(Beginning of Available records)

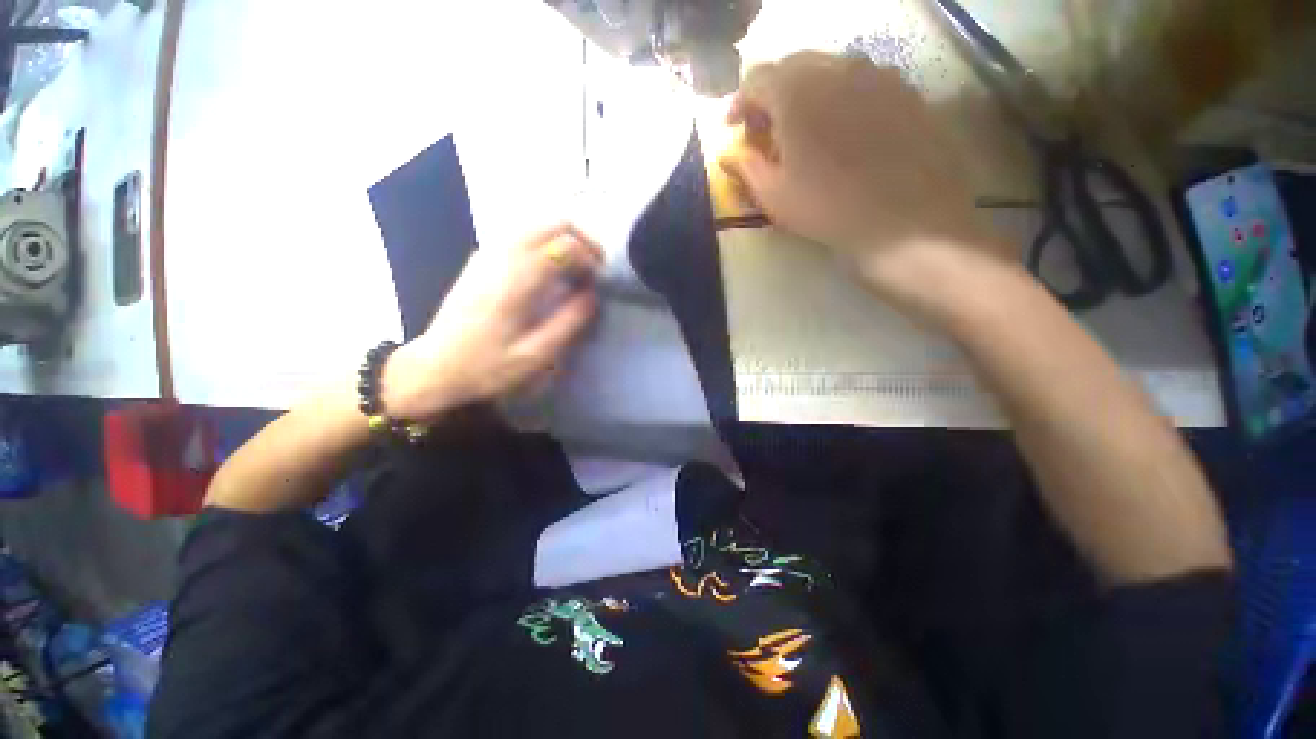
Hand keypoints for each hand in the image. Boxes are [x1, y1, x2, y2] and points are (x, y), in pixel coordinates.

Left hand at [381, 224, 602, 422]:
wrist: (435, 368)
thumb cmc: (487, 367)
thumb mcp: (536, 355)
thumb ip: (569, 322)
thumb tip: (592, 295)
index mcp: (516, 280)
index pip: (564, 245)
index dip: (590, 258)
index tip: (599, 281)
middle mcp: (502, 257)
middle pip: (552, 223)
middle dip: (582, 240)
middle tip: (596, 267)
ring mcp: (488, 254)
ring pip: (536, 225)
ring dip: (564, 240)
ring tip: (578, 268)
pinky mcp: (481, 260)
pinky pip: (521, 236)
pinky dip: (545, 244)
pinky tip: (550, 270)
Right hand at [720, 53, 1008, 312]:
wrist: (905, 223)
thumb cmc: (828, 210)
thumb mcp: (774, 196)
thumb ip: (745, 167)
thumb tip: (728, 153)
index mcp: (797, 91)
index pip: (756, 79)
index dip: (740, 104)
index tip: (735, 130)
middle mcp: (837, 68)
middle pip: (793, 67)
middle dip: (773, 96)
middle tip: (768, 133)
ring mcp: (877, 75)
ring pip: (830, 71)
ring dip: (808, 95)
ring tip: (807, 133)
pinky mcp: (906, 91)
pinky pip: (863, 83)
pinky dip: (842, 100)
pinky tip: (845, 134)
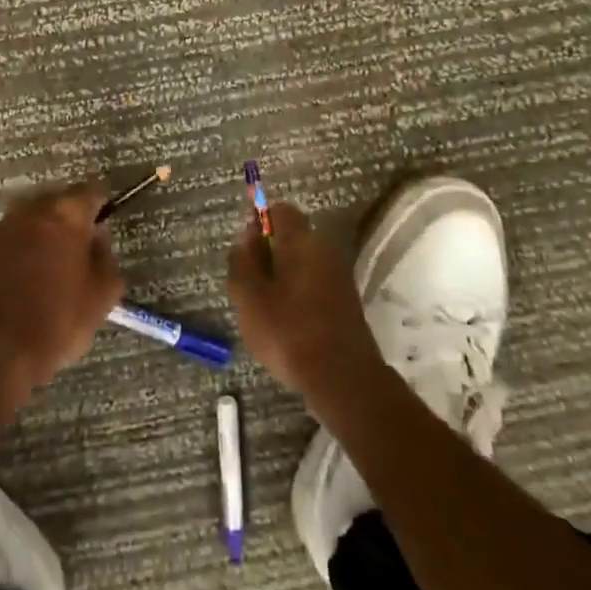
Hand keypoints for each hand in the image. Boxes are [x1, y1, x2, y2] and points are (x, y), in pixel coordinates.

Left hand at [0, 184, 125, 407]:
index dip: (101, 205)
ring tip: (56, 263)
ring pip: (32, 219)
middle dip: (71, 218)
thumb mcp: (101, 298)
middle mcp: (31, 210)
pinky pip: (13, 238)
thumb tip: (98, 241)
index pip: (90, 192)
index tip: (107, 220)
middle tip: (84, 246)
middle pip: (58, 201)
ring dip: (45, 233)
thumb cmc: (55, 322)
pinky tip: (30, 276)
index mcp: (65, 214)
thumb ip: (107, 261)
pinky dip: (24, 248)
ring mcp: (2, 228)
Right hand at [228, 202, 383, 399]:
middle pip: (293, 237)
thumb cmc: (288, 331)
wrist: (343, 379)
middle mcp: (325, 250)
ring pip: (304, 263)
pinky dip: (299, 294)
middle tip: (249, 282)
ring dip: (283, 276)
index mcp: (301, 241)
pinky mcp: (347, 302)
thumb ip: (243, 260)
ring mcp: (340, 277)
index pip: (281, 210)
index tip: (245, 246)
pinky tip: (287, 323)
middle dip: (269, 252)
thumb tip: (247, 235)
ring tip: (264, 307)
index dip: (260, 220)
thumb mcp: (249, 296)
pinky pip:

(End of Available records)

→ The problem: Once the images are dropped, set down the remaining material word for word.

→ Solution to the exercise:
Hand keypoints for each hand in the image. Boxes are [x1, y1, x2, y2] and points are (x, y), in pixel coordinates.

Left hand at [381, 224, 602, 422]:
wrist: (435, 368)
thumb cmc: (487, 367)
thumb mcp: (536, 355)
thumb ip: (569, 322)
thumb tip: (592, 295)
index mcp: (516, 280)
index pip: (564, 245)
index dip: (590, 258)
index tip: (599, 281)
middle mcp: (502, 257)
middle pip: (552, 223)
middle dip: (582, 240)
middle tip: (596, 267)
ring mcp: (488, 254)
ring pip: (536, 225)
ring dip: (564, 240)
ring tip: (578, 268)
pinky mcp: (481, 260)
pinky pip: (521, 236)
pinky dip: (545, 244)
pinky tip: (550, 270)
Right hand at [720, 53, 1008, 312]:
wrist: (905, 223)
thumb cmc: (828, 210)
thumb mcp: (774, 196)
thumb ip: (745, 167)
thumb tip: (728, 153)
index mcp: (797, 91)
index pip: (756, 79)
index dip: (740, 104)
index tip: (735, 130)
middle mcp: (837, 68)
middle pip: (793, 67)
middle dip: (773, 96)
middle tip: (768, 133)
ring mcp: (877, 75)
ring pip: (830, 71)
ring dip: (808, 95)
ring tip: (807, 133)
pinky mcp: (906, 91)
pinky pip: (863, 83)
pinky dip: (842, 100)
pinky tip: (845, 134)
Hand keypoints for each hand in the image. Boxes are [x1, y1, x2, y2] and points are (x, y), in pixel coordinates.

Left hand at [0, 184, 125, 407]:
index dip: (101, 205)
ring tip: (56, 263)
ring pip: (32, 219)
middle dip: (71, 218)
thumb mcp: (101, 298)
middle mcp: (31, 210)
pinky pip: (13, 238)
thumb tip: (98, 241)
index pip: (90, 192)
index tip: (107, 220)
middle tip: (84, 246)
middle pip: (58, 201)
ring dip: (45, 233)
thumb cmc: (55, 322)
pinky tip: (30, 276)
index mcp: (65, 214)
thumb ip: (107, 261)
pinky dip: (24, 248)
ring mcp: (2, 228)
Right hand at [228, 202, 383, 399]:
middle pip: (293, 237)
thumb cmc: (288, 331)
wrist: (343, 379)
middle mcp: (325, 250)
ring pip: (304, 263)
pinky dip: (299, 294)
middle tip: (249, 282)
ring dip: (283, 276)
index mcp: (301, 241)
pinky mcp: (347, 302)
thumb ip: (243, 260)
ring mcp: (340, 277)
index pip: (281, 210)
index tip: (245, 246)
pinky tip: (287, 323)
middle dip: (269, 252)
thumb tip: (247, 235)
ring tip: (264, 307)
index dip: (260, 220)
thumb mcp: (249, 296)
pinky pip:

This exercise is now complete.